In Chapter 3, I present the first lattice calculation of $\rho \pi$ scattering in isospin-2. Here, $\rho \pi$ features in dynamically-coupled $3S1$ and $3D1$ partial-waves with $JP=1+$. No resonance enhancement is anticipated in the flavour exotic isospin-2 channel and as such it provides an ideal testing ground for this first calculation. I work at heavier than physical quark masses at the $SU(3)F$ point where the up, down and strange quarks are mass degenerate. Finite-volume spectra are calculated and, utilising the relationship between the discrete energy spectrum and the infinite-volume scattering amplitudes, partial-wave amplitudes with $J\le 3$ and the degree of dynamical mixing between the coupled $3S1$ and $3D1$ channels are determined.

In Chapter 4, I investigate $\rho \pi$ in isospin-1 where the $a1$ axial-vector resonance is expected to feature. Here, I present a discussion on $G$-parity and Bose-symmetry at the $SU(3)F$ point. Working at heavier than physical quark masses, the resulting finite volume spectrum suggests that the $a1$ is a bound-state and that the $3S1$- and $3D1$-wave, $\rho \pi$ scattering amplitudes are similar to those in isospin-2.

I present the first calculation of coupled $\pi \omega$ and $\pi \varphi$ scattering in Chapter 5 where resonant enhancement is seen experimentally in the $JP=1+$ channel. Working at a somewhat lighter pion mass than in previous chapters, the finite-volume spectra are determined and the scattering amplitudes are calculated. Analytically continuing the amplitudes into the complex energy plane, a resonance pole is found, interpreted as the analogue of the $b1$ axial-vector, which couples dominantly to $3S1$-wave $\pi \omega$, with a much-suppressed coupling to $3D1$-wave $\pi \omega$, and a negligible coupling to $\pi \varphi$.

In Chapter 6, the exotic $JPC=1-+$ channel is studied.
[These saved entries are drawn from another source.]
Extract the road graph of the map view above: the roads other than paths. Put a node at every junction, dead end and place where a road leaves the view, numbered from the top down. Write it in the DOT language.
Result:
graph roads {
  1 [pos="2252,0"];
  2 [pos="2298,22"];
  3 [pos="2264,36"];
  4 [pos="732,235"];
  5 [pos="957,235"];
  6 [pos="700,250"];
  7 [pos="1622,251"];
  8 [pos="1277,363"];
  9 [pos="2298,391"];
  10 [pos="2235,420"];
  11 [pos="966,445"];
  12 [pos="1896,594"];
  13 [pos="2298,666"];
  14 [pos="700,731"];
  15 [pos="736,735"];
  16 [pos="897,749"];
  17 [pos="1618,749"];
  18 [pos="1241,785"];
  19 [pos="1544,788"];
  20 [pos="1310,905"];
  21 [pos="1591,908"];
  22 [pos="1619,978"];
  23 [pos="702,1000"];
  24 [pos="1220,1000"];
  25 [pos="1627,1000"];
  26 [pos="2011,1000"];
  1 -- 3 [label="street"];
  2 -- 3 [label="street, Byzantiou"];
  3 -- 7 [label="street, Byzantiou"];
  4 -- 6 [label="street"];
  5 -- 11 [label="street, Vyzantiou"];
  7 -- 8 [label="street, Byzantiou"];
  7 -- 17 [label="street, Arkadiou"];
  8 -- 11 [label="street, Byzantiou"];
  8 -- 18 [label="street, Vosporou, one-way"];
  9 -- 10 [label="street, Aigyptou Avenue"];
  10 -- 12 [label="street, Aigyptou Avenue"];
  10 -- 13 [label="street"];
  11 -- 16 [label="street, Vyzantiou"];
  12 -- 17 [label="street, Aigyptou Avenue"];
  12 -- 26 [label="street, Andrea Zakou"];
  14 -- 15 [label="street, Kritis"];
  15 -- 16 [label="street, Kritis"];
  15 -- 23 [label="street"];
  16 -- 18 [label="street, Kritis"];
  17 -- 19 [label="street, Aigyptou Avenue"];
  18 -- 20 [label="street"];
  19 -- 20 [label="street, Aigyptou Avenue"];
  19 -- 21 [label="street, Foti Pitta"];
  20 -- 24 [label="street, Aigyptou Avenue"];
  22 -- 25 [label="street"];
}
These quantum numbers are not allowed in the quark model but can be obtained, for example, through a gluonic excitation coupled to a quark-antiquark pair. In this exploratory calculation, performed at the $SU(3)F$ point, the finite-volume spectra and coupled-channel scattering amplitudes are presented. A single resonance pole is found, interpreted as the exotic $\pi 1$, and couplings to meson-meson channels, including for example $\pi \eta \{1P1\}$, $\pi \eta \prime \{1P1\}$ and $\rho \pi \{3P1\}$, are calculated for the first time in lattice QCD.

In order to minimally present the contents of a unitary $n$-channel scattering matrix, I introduce, in Chapter 7, an $n$-channel generalisation of the traditional two-channel Stapp parameterisation.